### WORK INSTRUCTION
Below are records; report the number of lines among them that include the word "float", and nothing further.

### SOURCE INFORMATION
:::::
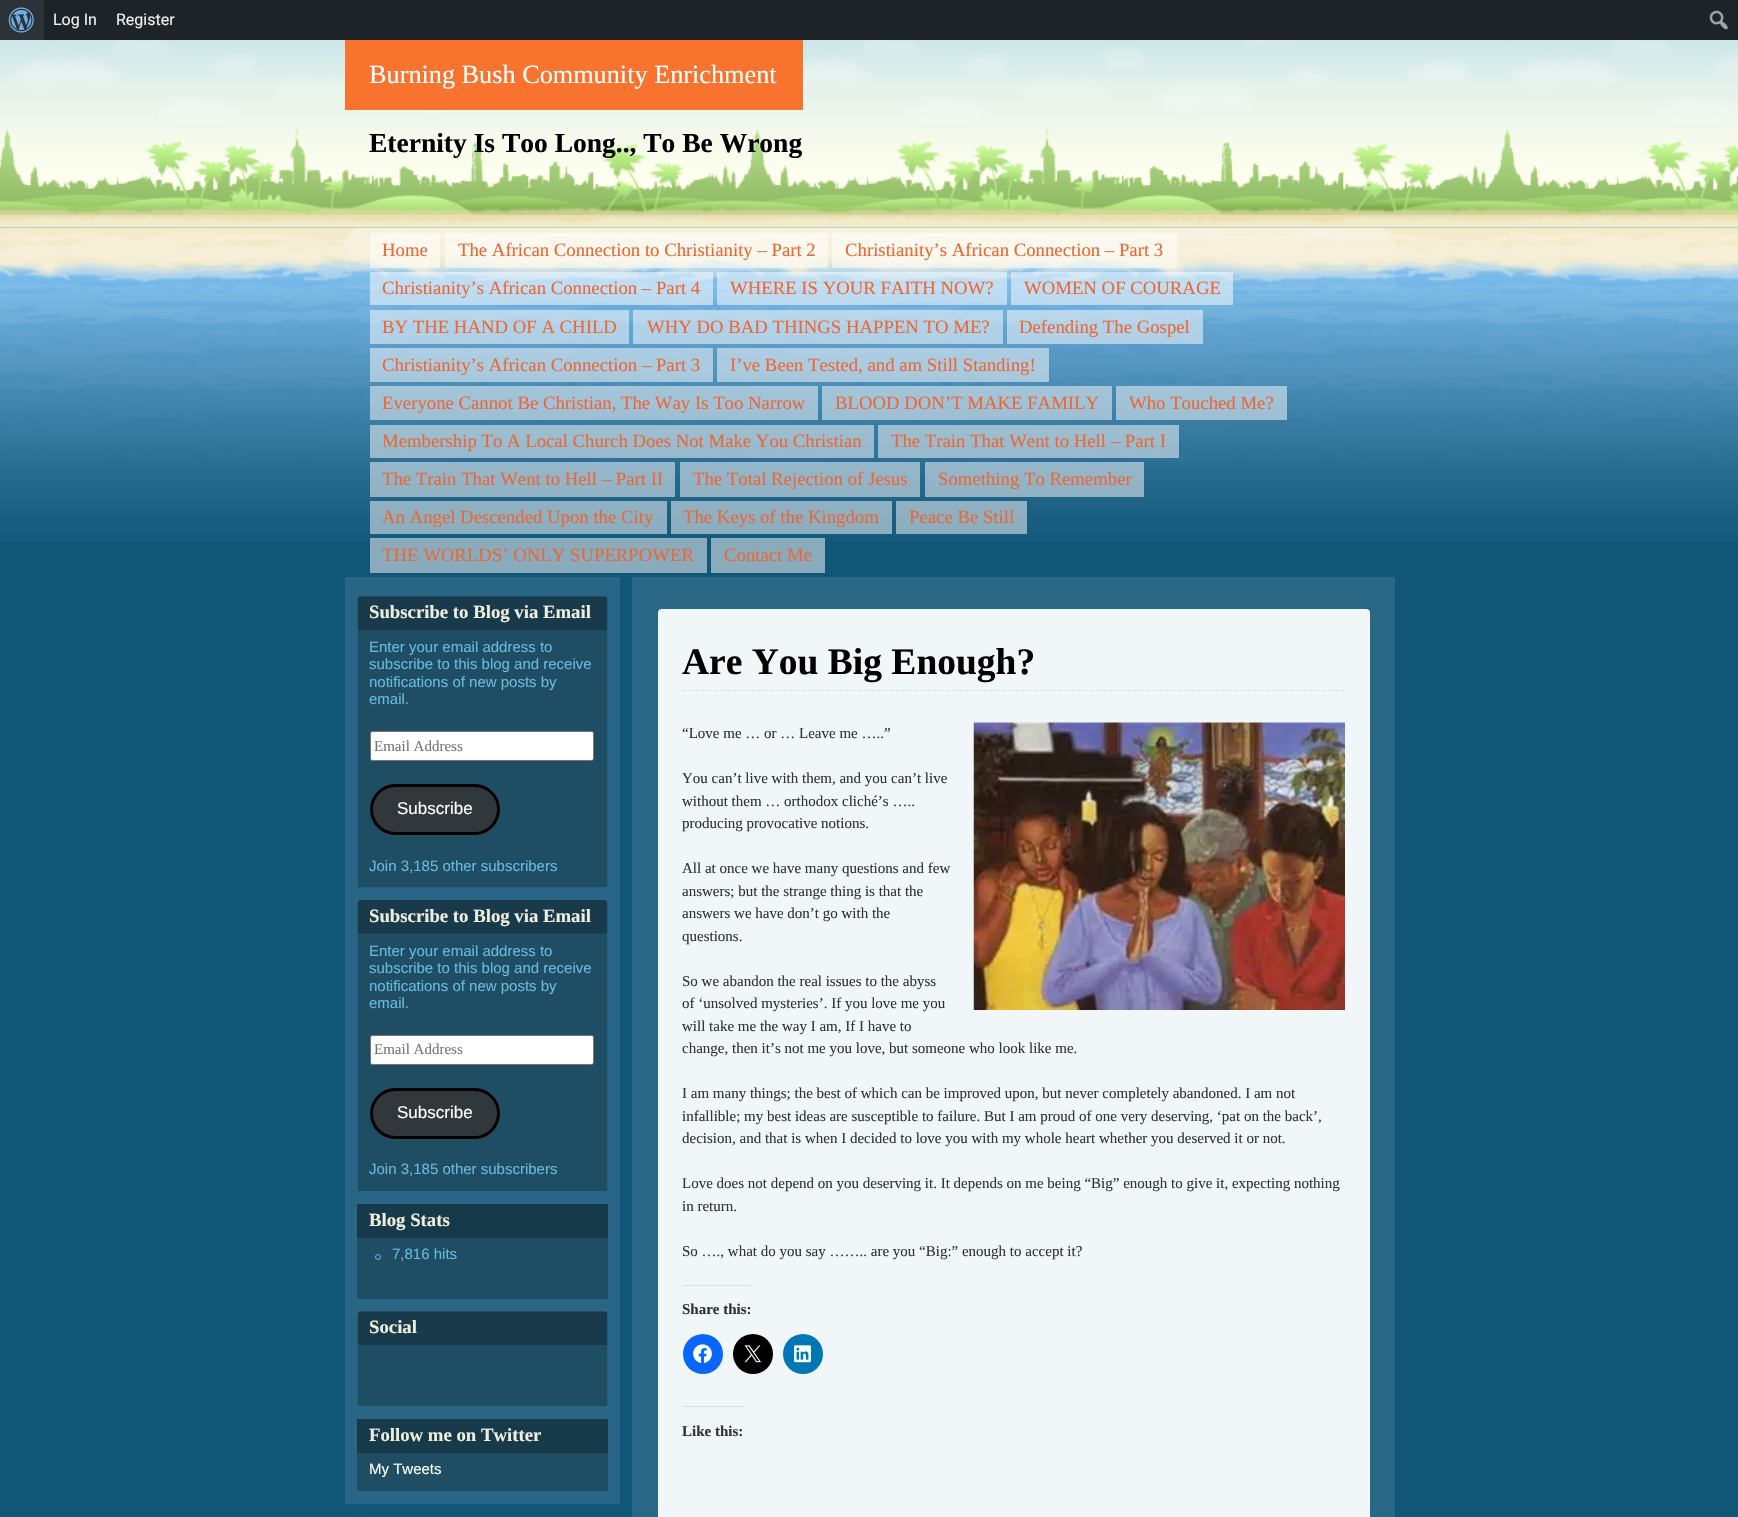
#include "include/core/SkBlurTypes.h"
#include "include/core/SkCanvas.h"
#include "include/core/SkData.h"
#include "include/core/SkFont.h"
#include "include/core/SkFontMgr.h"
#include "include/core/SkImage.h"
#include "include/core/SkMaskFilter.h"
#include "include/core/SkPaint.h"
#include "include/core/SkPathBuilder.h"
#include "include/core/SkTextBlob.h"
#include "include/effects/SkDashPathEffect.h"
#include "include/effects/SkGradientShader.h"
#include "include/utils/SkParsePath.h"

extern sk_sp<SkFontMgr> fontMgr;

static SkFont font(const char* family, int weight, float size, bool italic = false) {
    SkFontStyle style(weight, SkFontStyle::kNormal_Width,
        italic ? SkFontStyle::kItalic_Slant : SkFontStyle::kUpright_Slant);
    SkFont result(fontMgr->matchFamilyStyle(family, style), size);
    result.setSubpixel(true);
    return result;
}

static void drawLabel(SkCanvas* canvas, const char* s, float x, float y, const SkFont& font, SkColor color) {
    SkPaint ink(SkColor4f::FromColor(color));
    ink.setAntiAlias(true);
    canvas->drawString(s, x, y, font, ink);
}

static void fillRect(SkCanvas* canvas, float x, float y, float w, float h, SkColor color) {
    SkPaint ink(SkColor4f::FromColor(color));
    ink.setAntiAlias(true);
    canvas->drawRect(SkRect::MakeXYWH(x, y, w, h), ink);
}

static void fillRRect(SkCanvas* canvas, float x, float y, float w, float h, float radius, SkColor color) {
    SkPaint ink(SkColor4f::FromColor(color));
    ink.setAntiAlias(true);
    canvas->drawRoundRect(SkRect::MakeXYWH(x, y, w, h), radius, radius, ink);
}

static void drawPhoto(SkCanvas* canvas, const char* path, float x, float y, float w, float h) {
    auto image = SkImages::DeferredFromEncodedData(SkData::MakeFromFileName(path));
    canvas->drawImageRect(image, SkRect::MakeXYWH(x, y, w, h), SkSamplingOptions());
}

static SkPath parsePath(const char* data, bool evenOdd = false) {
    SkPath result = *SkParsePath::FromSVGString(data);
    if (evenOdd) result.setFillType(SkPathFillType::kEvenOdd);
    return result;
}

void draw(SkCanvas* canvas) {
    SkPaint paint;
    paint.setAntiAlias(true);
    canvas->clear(0xFF115577);
    fillRect(canvas, 44, 0, 1694, 40, 0xFF1D2327);
    fillRect(canvas, 0, 0, 44, 40, 0xFF2C3338);
    drawPhoto(canvas, "assets/img1.png", 8, 7, 26, 26);
    SkFont font1 = font("Roboto", 400, 16);
    drawLabel(canvas, "Log In", 53, 25, font1, 0xFFF0F0F1);
    drawLabel(canvas, "Register", 116, 25, font1, 0xFFF0F0F1);
    drawPhoto(canvas, "assets/img2.png", 1709, 10, 19, 20);
    fillRect(canvas, 0, 227, 1738, 1, 0xFF77BBDD);
    drawPhoto(canvas, "assets/img3.png", 0, 40, 1738, 188);
    fillRect(canvas, 345, 40, 458, 70, 0xFFF7732E);
    SkFont font2 = font("Liberation Serif", 400, 26.25f);
    drawLabel(canvas, "Burning Bush Community Enrichment", 369, 83, font2, 0xFFFFFFFF);
    SkFont font3 = font("Liberation Serif", 700, 27.5f);
    drawLabel(canvas, "Eternity Is Too Long.., To Be Wrong", 369, 152, font3, 0xFF000000);
    drawPhoto(canvas, "assets/img4.png", 0, 228, 1738, 313);
    drawPhoto(canvas, "assets/img5.png", 345, 228, 1050, 62);
    fillRect(canvas, 370, 233, 70, 35, 0x80FFFFFF);
    SkFont font4 = font("Liberation Serif", 400, 18.75f);
    drawLabel(canvas, "Home", 382, 256, font4, 0xFFEE6633);
    fillRect(canvas, 445, 233, 383, 35, 0x80FFFFFF);
    drawLabel(canvas, "The African Connection to Christianity – Part 2", 458, 256, font4, 0xFFEE6633);
    fillRect(canvas, 832, 233, 345, 35, 0x80FFFFFF);
    drawLabel(canvas, "Christianity’s African Connection – Part 3", 845, 256, font4, 0xFFEE6633);
    fillRect(canvas, 370, 272, 343, 33, 0x80FFFFFF);
    drawLabel(canvas, "Christianity’s African Connection – Part 4", 382, 294, font4, 0xFFEE6633);
    fillRect(canvas, 717, 272, 290, 33, 0x80FFFFFF);
    drawLabel(canvas, "WHERE IS YOUR FAITH NOW?", 730, 294, font4, 0xFFEE6633);
    fillRect(canvas, 1011, 272, 222, 33, 0x80FFFFFF);
    drawLabel(canvas, "WOMEN OF COURAGE", 1024, 294, font4, 0xFFEE6633);
    fillRect(canvas, 370, 310, 259, 34, 0x80FFFFFF);
    drawLabel(canvas, "BY THE HAND OF A CHILD", 382, 333, font4, 0xFFEE6633);
    fillRect(canvas, 633, 310, 370, 34, 0x80FFFFFF);
    drawLabel(canvas, "WHY DO BAD THINGS HAPPEN TO ME?", 647, 333, font4, 0xFFEE6633);
    fillRect(canvas, 1007, 310, 196, 34, 0x80FFFFFF);
    drawLabel(canvas, "Defending The Gospel", 1019, 333, font4, 0xFFEE6633);
    fillRect(canvas, 370, 348, 343, 34, 0x80FFFFFF);
    drawLabel(canvas, "Christianity’s African Connection – Part 3", 382, 371, font4, 0xFFEE6633);
    fillRect(canvas, 717, 348, 332, 34, 0x80FFFFFF);
    drawLabel(canvas, "I’ve Been Tested, and am Still Standing!", 730, 371, font4, 0xFFEE6633);
    fillRect(canvas, 370, 386, 448, 34, 0x80FFFFFF);
    drawLabel(canvas, "Everyone Cannot Be Christian, The Way Is Too Narrow", 382, 409, font4, 0xFFEE6633);
    fillRect(canvas, 822, 386, 290, 34, 0x80FFFFFF);
    drawLabel(canvas, "BLOOD DON’T MAKE FAMILY", 835, 409, font4, 0xFFEE6633);
    fillRect(canvas, 1116, 386, 171, 34, 0x80FFFFFF);
    drawLabel(canvas, "Who Touched Me?", 1129, 409, font4, 0xFFEE6633);
    fillRect(canvas, 370, 425, 504, 33, 0x80FFFFFF);
    drawLabel(canvas, "Membership To A Local Church Does Not Make You Christian", 382, 447, font4, 0xFFEE6633);
    fillRect(canvas, 878, 425, 301, 33, 0x80FFFFFF);
    drawLabel(canvas, "The Train That Went to Hell – Part I", 891, 447, font4, 0xFFEE6633);
    fillRect(canvas, 370, 462, 305, 35, 0x80FFFFFF);
    drawLabel(canvas, "The Train That Went to Hell – Part II", 382, 485, font4, 0xFFEE6633);
    fillRect(canvas, 680, 462, 240, 35, 0x80FFFFFF);
    drawLabel(canvas, "The Total Rejection of Jesus", 693, 485, font4, 0xFFEE6633);
    fillRect(canvas, 925, 462, 219, 35, 0x80FFFFFF);
    drawLabel(canvas, "Something To Remember", 938, 485, font4, 0xFFEE6633);
    fillRect(canvas, 370, 501, 297, 33, 0x80FFFFFF);
    drawLabel(canvas, "An Angel Descended Upon the City", 382, 523, font4, 0xFFEE6633);
    fillRect(canvas, 671, 501, 221, 33, 0x80FFFFFF);
    drawLabel(canvas, "The Keys of the Kingdom", 683, 523, font4, 0xFFEE6633);
    fillRect(canvas, 896, 501, 131, 33, 0x80FFFFFF);
    drawLabel(canvas, "Peace Be Still", 909, 523, font4, 0xFFEE6633);
    fillRect(canvas, 370, 538, 337, 35, 0x80FFFFFF);
    drawLabel(canvas, "THE WORLDS’ ONLY SUPERPOWER", 382, 561, font4, 0xFFEE6633);
    fillRect(canvas, 711, 538, 114, 35, 0x80FFFFFF);
    drawLabel(canvas, "Contact Me", 724, 561, font4, 0xFFEE6633);
    fillRect(canvas, 345, 577, 275, 927, 0xFF296685);
    drawPhoto(canvas, "assets/img6.png", 357, 596, 251, 292);
    drawPhoto(canvas, "assets/img7.png", 357, 596, 251, 34);
    SkFont font5 = font("Liberation Serif", 700, 18.75f);
    drawLabel(canvas, "Subscribe to Blog via Email", 369, 618, font5, 0xFFEEEEDD);
    SkFont font6 = font("Liberation Sans", 400, 15);
    drawLabel(canvas, "Enter your email address to", 369, 652, font6, 0xFF66BBDD);
    drawLabel(canvas, "subscribe to this blog and receive", 369, 669, font6, 0xFF66BBDD);
    drawLabel(canvas, "notifications of new posts by", 369, 687, font6, 0xFF66BBDD);
    drawLabel(canvas, "email.", 369, 704, font6, 0xFF66BBDD);
    paint.setColor(0xFFFFFFFF);
    canvas->drawRoundRect(SkRect::MakeXYWH(370.5f, 731.5f, 223, 29), 2, 2, paint);
    paint.setStroke(true);
    paint.setStrokeWidth(1);
    paint.setColor(0xFF767676);
    canvas->drawRoundRect(SkRect::MakeXYWH(370.5f, 731.5f, 223, 29), 2, 2, paint);
    SkFont font7 = font("Liberation Serif", 400, 15);
    drawLabel(canvas, "Email Address", 374, 751, font7, 0xFF757575);
    paint.setStroke(false);
    paint.setColor(0xFF32373C);
    canvas->drawRoundRect(SkRect::MakeXYWH(371.5f, 785.5f, 127, 48), 24, 24, paint);
    paint.setStroke(true);
    paint.setStrokeWidth(3);
    paint.setColor(0xFF000000);
    canvas->drawRoundRect(SkRect::MakeXYWH(371.5f, 785.5f, 127, 48), 24, 24, paint);
    SkFont font8 = font("Liberation Sans", 400, 17);
    drawLabel(canvas, "Subscribe", 397, 814, font8, 0xFFFFFFFF);
    drawLabel(canvas, "Join 3,185 other subscribers", 369, 871, font6, 0xFF66BBDD);
    drawPhoto(canvas, "assets/img8.png", 357, 900, 251, 291);
    drawPhoto(canvas, "assets/img9.png", 357, 900, 251, 34);
    drawLabel(canvas, "Subscribe to Blog via Email", 369, 922, font5, 0xFFEEEEDD);
    drawLabel(canvas, "Enter your email address to", 369, 956, font6, 0xFF66BBDD);
    drawLabel(canvas, "subscribe to this blog and receive", 369, 973, font6, 0xFF66BBDD);
    drawLabel(canvas, "notifications of new posts by", 369, 991, font6, 0xFF66BBDD);
    drawLabel(canvas, "email.", 369, 1008, font6, 0xFF66BBDD);
    paint.setStroke(false);
    paint.setColor(0xFFFFFFFF);
    canvas->drawRoundRect(SkRect::MakeXYWH(370.5f, 1035.5f, 223, 29), 2, 2, paint);
    paint.setStroke(true);
    paint.setStrokeWidth(1);
    paint.setColor(0xFF767676);
    canvas->drawRoundRect(SkRect::MakeXYWH(370.5f, 1035.5f, 223, 29), 2, 2, paint);
    drawLabel(canvas, "Email Address", 374, 1054, font7, 0xFF757575);
    paint.setStroke(false);
    paint.setColor(0xFF32373C);
    canvas->drawRoundRect(SkRect::MakeXYWH(371.5f, 1089.5f, 127, 48), 24, 24, paint);
    paint.setStroke(true);
    paint.setStrokeWidth(3);
    paint.setColor(0xFF000000);
    canvas->drawRoundRect(SkRect::MakeXYWH(371.5f, 1089.5f, 127, 48), 24, 24, paint);
    drawLabel(canvas, "Subscribe", 397, 1118, font8, 0xFFFFFFFF);
    drawLabel(canvas, "Join 3,185 other subscribers", 369, 1174, font6, 0xFF66BBDD);
    fillRect(canvas, 357, 1238, 251, 61, 0xFF1F4D64);
    fillRect(canvas, 357, 1204, 251, 34, 0xFF173A4B);
    drawLabel(canvas, "Blog Stats", 369, 1226, font5, 0xFFEEEEDD);
    paint.setStrokeWidth(1);
    paint.setColor(0xFF66BBDD);
    canvas->drawCircle(378, 1257, 2.5f, paint);
    drawLabel(canvas, "7,816 hits", 392, 1259, font6, 0xFF66BBDD);
    drawPhoto(canvas, "assets/img10.png", 357, 1311, 251, 95);
    drawPhoto(canvas, "assets/img7.png", 357, 1311, 251, 34);
    drawLabel(canvas, "Social", 369, 1333, font5, 0xFFEEEEDD);
    fillRect(canvas, 357, 1453, 251, 38, 0xFF1F4D64);
    fillRect(canvas, 357, 1419, 251, 34, 0xFF173A4B);
    drawLabel(canvas, "Follow me on Twitter", 369, 1441, font5, 0xFFEEEEDD);
    drawLabel(canvas, "My Tweets", 369, 1474, font6, 0xFFFFFFEE);
    drawPhoto(canvas, "assets/img15.png", 0, 1511, 1738, 6);
    fillRect(canvas, 632, 577, 763, 940, 0x1AFFFFFF);
    fillRRect(canvas, 658, 609, 712, 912, 4, 0xFFF1F6F9);
    paint.setStrokeWidth(1.2f);
    paint.setColor(0xFFDDDDDD);
    paint.setPathEffect(SkDashPathEffect::Make({{3.75f, 2.52f}}, 0));
    canvas->drawPath(parsePath("M682.5 690.5H1345"), paint);
    paint.setPathEffect(nullptr);
    SkFont font9 = font("Liberation Serif", 700, 37.5f);
    drawLabel(canvas, "Are You Big Enough?", 682, 674, font9, 0xFF000000);
    drawLabel(canvas, "“Love me … or … Leave me …..”", 682, 738, font7, 0xFF333333);
    drawPhoto(canvas, "assets/img11.png", 973, 722, 372, 288);
    drawLabel(canvas, "You can’t live with them, and you can’t live", 682, 783, font7, 0xFF333333);
    drawLabel(canvas, "without them … orthodox cliché’s …..", 682, 806, font7, 0xFF333333);
    drawLabel(canvas, "producing provocative notions.", 682, 828, font7, 0xFF333333);
    drawLabel(canvas, "All at once we have many questions and few", 682, 873, font7, 0xFF333333);
    drawLabel(canvas, "answers; but the strange thing is that the", 682, 896, font7, 0xFF333333);
    drawLabel(canvas, "answers we have don’t go with the", 682, 918, font7, 0xFF333333);
    drawLabel(canvas, "questions.", 682, 941, font7, 0xFF333333);
    drawLabel(canvas, "So we abandon the real issues to the abyss", 682, 986, font7, 0xFF333333);
    drawLabel(canvas, "of ‘unsolved mysteries’. If you love me you", 682, 1008, font7, 0xFF333333);
    drawLabel(canvas, "will take me the way I am, If I have to", 682, 1031, font7, 0xFF333333);
    drawLabel(canvas, "change, then it’s not me you love, but someone who look like me.", 682, 1053, font7, 0xFF333333);
    drawLabel(canvas, "I am many things; the best of which can be improved upon, but never completely abandoned. I am not", 682, 1098, font7, 0xFF333333);
    drawLabel(canvas, "infallible; my best ideas are susceptible to failure. But I am proud of one very deserving, ‘pat on the back’,", 682, 1121, font7, 0xFF333333);
    drawLabel(canvas, "decision, and that is when I decided to love you with my whole heart whether you deserved it or not.", 682, 1143, font7, 0xFF333333);
    drawLabel(canvas, "Love does not depend on you deserving it. It depends on me being “Big” enough to give it, expecting nothing", 682, 1188, font7, 0xFF333333);
    drawLabel(canvas, "in return.", 682, 1211, font7, 0xFF333333);
    drawLabel(canvas, "So …., what do you say …….. are you “Big:” enough to accept it?", 682, 1256, font7, 0xFF333333);
    fillRect(canvas, 683, 1285, 68, 1, 0xFFDCDCDE);
    SkFont font10 = font("Liberation Serif", 700, 15);
    drawLabel(canvas, "Share this:", 682, 1314, font10, 0xFF333333);
    paint.setStroke(false);
    paint.setColor(0xFF0866FF);
    canvas->drawCircle(703, 1354, 20, paint);
    drawPhoto(canvas, "assets/img12.png", 693, 1344, 19, 19);
    paint.setColor(0xFF000000);
    canvas->drawCircle(753, 1354, 20, paint);
    drawPhoto(canvas, "assets/img13.png", 744, 1345, 17, 18);
    paint.setColor(0xFF0077B5);
    canvas->drawCircle(803, 1354, 20, paint);
    drawPhoto(canvas, "assets/img14.png", 794, 1345, 17, 18);
    fillRect(canvas, 683, 1406, 61, 1, 0xFFDCDCDE);
    drawLabel(canvas, "Like this:", 682, 1436, font10, 0xFF333333);
}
:::::
### OUTPUT FOR THIS EXERCISE
5